### The task
Tell how many lines of the data include the word "Hayfield". Nothing but the number belongs in the answer.

Saved data entries
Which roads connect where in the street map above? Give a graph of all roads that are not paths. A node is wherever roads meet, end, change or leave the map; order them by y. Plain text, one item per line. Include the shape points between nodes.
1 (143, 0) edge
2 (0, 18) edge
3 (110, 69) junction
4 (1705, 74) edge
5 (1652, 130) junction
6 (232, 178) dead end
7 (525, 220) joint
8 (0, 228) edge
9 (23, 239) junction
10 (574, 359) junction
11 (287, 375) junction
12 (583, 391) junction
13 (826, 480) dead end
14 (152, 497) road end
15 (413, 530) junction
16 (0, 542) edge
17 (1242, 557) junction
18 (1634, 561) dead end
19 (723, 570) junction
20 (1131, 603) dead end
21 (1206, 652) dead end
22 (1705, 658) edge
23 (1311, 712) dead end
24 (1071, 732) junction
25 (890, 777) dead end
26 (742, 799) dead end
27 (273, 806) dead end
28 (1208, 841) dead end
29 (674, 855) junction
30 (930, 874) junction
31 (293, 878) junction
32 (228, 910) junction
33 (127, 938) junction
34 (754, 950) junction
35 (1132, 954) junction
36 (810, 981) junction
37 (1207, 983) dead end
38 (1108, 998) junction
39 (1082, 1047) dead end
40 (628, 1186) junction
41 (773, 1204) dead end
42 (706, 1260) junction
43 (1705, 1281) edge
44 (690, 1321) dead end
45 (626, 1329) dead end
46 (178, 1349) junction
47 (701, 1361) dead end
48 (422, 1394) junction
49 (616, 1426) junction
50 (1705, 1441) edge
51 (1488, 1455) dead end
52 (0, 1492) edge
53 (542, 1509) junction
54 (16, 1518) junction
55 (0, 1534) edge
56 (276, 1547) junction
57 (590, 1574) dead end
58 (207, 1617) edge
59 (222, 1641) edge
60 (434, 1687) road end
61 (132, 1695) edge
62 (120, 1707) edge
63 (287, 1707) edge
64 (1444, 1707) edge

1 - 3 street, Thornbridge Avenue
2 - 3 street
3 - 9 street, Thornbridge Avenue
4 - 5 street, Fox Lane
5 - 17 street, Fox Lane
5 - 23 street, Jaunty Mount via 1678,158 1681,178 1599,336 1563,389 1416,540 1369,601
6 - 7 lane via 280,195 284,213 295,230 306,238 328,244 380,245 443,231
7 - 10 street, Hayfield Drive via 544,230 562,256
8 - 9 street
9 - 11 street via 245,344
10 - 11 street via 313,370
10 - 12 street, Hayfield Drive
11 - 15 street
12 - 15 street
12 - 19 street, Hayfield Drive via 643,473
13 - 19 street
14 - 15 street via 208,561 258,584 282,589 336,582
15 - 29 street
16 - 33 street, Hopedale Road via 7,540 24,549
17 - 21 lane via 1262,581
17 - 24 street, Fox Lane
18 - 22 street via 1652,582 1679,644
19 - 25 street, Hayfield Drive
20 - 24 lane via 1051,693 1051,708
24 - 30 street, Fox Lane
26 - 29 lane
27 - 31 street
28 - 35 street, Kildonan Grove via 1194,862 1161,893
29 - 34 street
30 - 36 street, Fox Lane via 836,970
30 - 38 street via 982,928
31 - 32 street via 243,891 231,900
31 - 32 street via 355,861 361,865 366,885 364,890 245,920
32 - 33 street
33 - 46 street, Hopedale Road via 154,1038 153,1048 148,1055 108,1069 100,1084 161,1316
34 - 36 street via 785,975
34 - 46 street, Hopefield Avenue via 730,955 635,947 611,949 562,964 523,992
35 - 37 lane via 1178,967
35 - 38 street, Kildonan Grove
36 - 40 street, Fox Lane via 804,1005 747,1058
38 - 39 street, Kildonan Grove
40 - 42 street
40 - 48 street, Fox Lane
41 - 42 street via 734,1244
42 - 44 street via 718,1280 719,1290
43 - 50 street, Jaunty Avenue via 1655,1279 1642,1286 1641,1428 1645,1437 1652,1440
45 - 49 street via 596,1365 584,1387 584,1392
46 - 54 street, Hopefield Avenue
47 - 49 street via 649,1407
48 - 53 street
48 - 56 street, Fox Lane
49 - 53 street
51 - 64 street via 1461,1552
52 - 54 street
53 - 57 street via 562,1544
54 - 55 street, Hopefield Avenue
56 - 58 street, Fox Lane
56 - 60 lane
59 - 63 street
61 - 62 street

### Output
4